The conference was in conjunction with the 20th International Compressor Engineering Conference and the 13th International Refrigeration and Air-Conditioning Conference.

Athienitis’ plenary talk encompassed all three conferences and was titled, “Modeling, Design, and Control of Solar and Zero-Energy Buildings in Canada.” His paper was in conjunction with his Concordia colleague Jose Candanedo and was presented during a seminar titled “Net Zero Energy Buildings” in the Buildings Conference tract.


In the plenary talk, Athienitis said that if such buildings take a solar approach, that could mean “easy pickings” for advocates given issues related to hydropower, fossil fuels, and nuclear energy.

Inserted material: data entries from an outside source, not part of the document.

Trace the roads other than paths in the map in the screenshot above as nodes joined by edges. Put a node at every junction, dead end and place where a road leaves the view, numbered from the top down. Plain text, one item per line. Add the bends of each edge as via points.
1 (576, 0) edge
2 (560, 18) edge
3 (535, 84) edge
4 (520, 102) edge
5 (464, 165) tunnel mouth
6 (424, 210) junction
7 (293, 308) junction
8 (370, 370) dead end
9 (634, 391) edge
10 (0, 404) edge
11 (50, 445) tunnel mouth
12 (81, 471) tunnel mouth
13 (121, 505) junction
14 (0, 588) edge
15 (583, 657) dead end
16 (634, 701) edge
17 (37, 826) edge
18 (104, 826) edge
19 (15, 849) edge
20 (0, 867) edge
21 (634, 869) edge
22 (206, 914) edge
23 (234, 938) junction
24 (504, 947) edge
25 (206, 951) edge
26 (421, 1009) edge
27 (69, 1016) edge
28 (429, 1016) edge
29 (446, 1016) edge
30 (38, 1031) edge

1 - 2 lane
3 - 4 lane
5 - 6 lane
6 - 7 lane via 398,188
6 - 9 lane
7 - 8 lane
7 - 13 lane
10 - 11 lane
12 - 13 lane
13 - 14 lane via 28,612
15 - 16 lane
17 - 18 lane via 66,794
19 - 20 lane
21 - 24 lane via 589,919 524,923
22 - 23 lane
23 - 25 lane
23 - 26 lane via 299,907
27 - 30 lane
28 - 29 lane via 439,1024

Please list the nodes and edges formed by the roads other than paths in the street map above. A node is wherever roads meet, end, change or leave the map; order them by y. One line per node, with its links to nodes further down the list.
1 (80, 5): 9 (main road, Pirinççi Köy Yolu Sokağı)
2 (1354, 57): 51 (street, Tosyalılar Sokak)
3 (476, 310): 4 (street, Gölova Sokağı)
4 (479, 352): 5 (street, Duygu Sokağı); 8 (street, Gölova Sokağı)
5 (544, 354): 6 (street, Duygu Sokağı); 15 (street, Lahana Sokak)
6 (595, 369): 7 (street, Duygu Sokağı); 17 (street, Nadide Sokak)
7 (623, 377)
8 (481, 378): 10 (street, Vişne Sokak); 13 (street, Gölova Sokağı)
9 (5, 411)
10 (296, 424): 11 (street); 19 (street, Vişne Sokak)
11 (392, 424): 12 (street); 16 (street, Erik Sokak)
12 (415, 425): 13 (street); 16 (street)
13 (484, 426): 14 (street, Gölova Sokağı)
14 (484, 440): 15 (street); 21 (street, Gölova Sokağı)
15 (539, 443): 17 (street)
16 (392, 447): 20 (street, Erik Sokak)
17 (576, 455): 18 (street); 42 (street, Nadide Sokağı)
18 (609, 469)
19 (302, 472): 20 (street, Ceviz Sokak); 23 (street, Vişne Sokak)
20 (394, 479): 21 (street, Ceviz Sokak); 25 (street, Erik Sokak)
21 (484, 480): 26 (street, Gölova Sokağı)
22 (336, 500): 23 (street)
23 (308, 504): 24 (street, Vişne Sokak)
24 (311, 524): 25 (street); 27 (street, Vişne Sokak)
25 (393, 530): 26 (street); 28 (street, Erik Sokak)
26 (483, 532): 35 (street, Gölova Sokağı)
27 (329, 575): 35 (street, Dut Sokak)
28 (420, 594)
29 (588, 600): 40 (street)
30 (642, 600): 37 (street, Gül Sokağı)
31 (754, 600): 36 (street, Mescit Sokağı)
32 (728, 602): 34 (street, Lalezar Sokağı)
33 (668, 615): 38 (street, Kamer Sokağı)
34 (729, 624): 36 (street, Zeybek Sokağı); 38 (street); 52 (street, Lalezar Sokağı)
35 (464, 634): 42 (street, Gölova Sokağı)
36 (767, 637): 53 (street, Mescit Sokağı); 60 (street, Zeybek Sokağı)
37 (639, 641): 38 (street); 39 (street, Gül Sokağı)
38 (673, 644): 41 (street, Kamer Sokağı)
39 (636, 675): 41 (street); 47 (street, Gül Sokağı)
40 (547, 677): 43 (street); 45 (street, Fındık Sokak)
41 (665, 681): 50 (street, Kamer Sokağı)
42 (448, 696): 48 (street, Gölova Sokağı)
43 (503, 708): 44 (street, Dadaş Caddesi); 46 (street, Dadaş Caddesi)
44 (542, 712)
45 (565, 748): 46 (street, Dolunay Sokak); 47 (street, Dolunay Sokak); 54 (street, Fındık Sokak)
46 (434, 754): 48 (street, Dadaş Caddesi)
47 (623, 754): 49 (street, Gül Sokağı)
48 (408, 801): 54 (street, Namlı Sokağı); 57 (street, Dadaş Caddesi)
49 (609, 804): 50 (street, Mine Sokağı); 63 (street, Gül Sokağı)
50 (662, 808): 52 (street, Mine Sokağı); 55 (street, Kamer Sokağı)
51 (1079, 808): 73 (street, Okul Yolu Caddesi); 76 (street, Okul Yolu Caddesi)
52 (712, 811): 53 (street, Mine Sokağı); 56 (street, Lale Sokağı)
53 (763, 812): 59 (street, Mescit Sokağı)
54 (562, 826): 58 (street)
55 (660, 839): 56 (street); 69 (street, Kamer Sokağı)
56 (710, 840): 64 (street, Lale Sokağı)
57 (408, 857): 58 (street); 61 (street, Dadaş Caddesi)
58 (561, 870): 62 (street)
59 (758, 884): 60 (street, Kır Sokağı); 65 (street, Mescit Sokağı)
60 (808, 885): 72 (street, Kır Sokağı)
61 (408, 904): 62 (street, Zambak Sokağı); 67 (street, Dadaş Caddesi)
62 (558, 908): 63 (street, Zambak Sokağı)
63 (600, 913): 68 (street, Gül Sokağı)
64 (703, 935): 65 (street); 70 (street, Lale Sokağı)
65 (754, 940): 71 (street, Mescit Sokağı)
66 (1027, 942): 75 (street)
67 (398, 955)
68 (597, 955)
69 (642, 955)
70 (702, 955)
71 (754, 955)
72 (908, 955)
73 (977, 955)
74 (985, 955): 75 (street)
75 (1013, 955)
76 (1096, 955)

“The annual solar energy incident on a roof of a typical house far exceeds its total energy consumption. And any building should produce as much energy as it uses,” he said.

He said net zero energy solar buildings could be possible by 2030. To make it happen, “it is necessary to have solar optimization, in which solar technology is integrated into building design and operation.”

Specifically, he said, “The integration of solar technology with HVAC can be done. But we must avoid looking at solar as just an add-on. It needs to integrate.”

One aspect of the integration is in the design of the house, he said. Instead of potentially unsightly solar panels, he noted such technology could be incorporated into the roof, as he said was done at his home in the Montreal area.

Currently, he said, it would be best if such homes were prefabricated before being brought to a site, to curb costs. Likewise, persons considering such as option should look for credits, such as putting excess power from solar into the electrical grid.


In the paper, Candanedo and Athienitis said, “Solar homes are defined here as those using solar radiation to meet a considerable fraction of their energy needs with solar heat gains and active solar energy systems (such as PV panels and solar thermal collectors). Advanced control strategies can be used in these houses to manage the highly variable solar resource, by taking advantage of passive storage in the building’s thermal mass and active thermal energy storage systems.”

The paper went on to show what were described as “simplified linear models for predictive control of advanced solar homes with passive and active thermal storage.”

The models, “created through system identification of building simulation software results, have been presented as a practical methodology for developing and testing control strategies for advanced solar homes. It has been shown that these transfer functions can satisfactorily model the response of a building with significant solar gains. Control strategies may include both supervisory control, based on the optimal selection of set-point sequences, and lower level control (such as model predictive control).”